Gazetenin haberine göre geçmişte İngiltere'nin Suriye büyükelçisi olan Andrew Green, Rusya ve Çin'in Esad'a baskı uygulamasını isterken, eski savunma bakanı Lord King de sorunun çözümünün "askeri seçeneklerde aranmaması gerektiğini" söyledi.

Independent: 'Blair'in vârisi'

Independent gazetesi, David Cameron'ın Suriye politikasını Tony Blair'in Irak politikasına benzetiyor.

İngiltere'nin Birleşmiş Milletler'in yetki vermesini beklemeyeceğine dair bir işaret bulunmadığını hatırlatan Independent, Tony Blair'in de BM'den önerge geçiremediğini yazıyor.

Blair'in aksine Cameron'ın Orta Doğu'daki savaşlara çakılmak istemediğini söylüyor Independent. Gazete, her iki durumda da liderlerin kendi partisinin tümüyle arkalarında olmadığını yazıyor.

'ABD el Kaide'nin köşesinde savaşıyor'

Independent için bir makale kaleme alan Robert Fisk, Barack Obama'nın Suriye hükümetine saldırması durumunda Amerika Birleşik Devletleri'nin tarihinde ilk defa El Kaide'yle aynı saflarda savaşacağını yazıyor.

"11 Eylül'de binlerce kişiyi öldürenler, 11 Eylül'de binlerce masum insanı ölen ülkenin yanında savaşacaklar" diyen Fisk, bunun ne Beyaz Saray, ne de Savunma Bakanlığı Pentagon tarafından açıklıkla dile getirileceğini belirtiyor.

El Kaide'nin ve El Nusra Cephesi'nin Beşar Esad'ı devirmek için savaştığını hatırlatan Fisk, "belki Amerikalılar El Kaide'den istihbarat yardımı almalı diyor."
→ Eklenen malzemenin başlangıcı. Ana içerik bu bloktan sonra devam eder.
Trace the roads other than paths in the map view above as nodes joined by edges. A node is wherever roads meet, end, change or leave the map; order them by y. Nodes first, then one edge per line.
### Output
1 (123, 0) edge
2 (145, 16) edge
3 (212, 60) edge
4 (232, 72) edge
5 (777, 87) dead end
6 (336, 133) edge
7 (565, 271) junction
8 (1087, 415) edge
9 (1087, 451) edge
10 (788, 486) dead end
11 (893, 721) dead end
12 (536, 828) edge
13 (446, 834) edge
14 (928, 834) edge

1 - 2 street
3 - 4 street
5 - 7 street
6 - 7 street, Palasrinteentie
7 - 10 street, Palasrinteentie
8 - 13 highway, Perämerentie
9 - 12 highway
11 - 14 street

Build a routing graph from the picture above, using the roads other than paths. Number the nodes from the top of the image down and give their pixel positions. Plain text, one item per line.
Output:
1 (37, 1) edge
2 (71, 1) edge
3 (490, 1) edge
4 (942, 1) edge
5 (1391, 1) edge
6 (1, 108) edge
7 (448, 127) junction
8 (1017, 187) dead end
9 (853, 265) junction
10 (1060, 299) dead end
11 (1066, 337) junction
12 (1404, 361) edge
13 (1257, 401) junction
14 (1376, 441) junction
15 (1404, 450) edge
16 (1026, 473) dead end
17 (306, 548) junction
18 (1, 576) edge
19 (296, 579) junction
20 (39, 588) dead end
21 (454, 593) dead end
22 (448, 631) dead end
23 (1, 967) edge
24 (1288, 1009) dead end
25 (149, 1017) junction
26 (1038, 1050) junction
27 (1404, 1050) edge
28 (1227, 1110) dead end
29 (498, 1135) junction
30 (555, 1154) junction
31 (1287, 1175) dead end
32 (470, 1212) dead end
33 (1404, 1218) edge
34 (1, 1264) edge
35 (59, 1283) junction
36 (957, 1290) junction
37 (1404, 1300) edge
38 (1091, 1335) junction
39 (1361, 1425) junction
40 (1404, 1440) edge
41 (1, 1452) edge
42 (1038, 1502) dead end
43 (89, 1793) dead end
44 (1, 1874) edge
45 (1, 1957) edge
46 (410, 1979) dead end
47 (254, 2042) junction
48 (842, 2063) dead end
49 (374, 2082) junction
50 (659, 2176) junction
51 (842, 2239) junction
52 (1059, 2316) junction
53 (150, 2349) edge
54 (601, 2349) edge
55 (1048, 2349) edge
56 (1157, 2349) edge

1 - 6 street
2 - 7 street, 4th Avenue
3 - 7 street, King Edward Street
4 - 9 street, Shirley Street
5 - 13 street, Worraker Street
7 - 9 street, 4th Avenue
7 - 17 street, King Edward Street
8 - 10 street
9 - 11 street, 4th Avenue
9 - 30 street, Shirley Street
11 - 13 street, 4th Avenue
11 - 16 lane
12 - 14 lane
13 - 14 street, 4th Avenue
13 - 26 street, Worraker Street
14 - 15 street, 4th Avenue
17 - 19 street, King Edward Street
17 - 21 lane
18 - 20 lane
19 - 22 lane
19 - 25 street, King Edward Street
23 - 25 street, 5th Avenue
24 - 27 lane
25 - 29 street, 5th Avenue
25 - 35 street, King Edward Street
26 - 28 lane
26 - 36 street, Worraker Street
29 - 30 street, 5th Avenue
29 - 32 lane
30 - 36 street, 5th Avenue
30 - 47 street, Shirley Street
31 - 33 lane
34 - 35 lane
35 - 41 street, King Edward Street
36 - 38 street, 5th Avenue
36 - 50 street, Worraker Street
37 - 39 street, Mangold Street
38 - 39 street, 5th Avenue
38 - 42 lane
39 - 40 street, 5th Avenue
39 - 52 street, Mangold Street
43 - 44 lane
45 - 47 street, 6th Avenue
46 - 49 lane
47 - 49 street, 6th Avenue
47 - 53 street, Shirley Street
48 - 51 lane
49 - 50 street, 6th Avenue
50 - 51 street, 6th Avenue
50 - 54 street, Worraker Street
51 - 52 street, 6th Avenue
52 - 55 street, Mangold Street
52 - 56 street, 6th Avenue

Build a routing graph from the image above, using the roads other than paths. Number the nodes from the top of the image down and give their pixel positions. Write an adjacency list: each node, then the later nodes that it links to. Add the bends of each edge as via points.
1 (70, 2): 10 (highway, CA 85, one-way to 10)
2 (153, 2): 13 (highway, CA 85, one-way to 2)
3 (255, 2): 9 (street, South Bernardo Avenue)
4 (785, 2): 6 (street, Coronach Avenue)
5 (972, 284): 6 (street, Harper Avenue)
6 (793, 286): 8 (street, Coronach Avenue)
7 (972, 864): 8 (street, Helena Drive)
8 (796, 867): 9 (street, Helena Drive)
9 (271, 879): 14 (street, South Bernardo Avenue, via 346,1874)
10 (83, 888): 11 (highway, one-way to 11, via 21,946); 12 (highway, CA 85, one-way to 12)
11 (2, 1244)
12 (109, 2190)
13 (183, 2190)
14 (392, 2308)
Yazar, David Cameron'ın "Amerikalılar ne yaparsa yapsın alkış tutacağını" ve böylece Londra'daki bombalamaları gerçekleştirenlerle müttefik olacağını yazıyor.

FT: 'Esad'ın savaşı Türk mallarının İsrail üzerinden taşınmasını arttırdı'

Financial Times gazetesi, Suriye'deki savaştan dolayı Ürdün'e gidecek Türk mallarının artık Suriye değil, İsrail üzerinden taşındığını yazıyor.

Bu rotanın öneminin artmasını İsrail ve Türkiye arasında 'filizlenen ekonomik bağlara' bağlayan gazete, yine de ikili ilişkilerde garez kaldığını yazıyor.

Geçen sene Kasım ayından beri açık olan rotadan 2 bin Türk tırının geçtiğini aktarıyor Financial Times. Gazetenin haberine göre İsrail'in Hayfa limanına feribotla gelen kamyonlar buradan Ürdün'e geçiyor.

Gazete, İsrailli yetkililerin geçmişte bu rotayı Türk kamyonlarının kullanması hakkında sessiz kaldığını ama son zamanlarda bunun "Orta Doğu'ya mal ulaştırmak için güvenli bir rota" olarak reklamını bile yaptığını okuyucularıyla paylaşıyor.

Financial Times'ın konuştuğu bir İsrailli yetkili şunları diyor: "Keşifler ihtiyaçtan doğar. Türkiye hükümeti İsrail'e bayılmıyor ama ticarete gelince İsrail bundan yararlanıyor. Ürdünlüler de istediklerini alıyor - herkes kazançlı çıkıyor."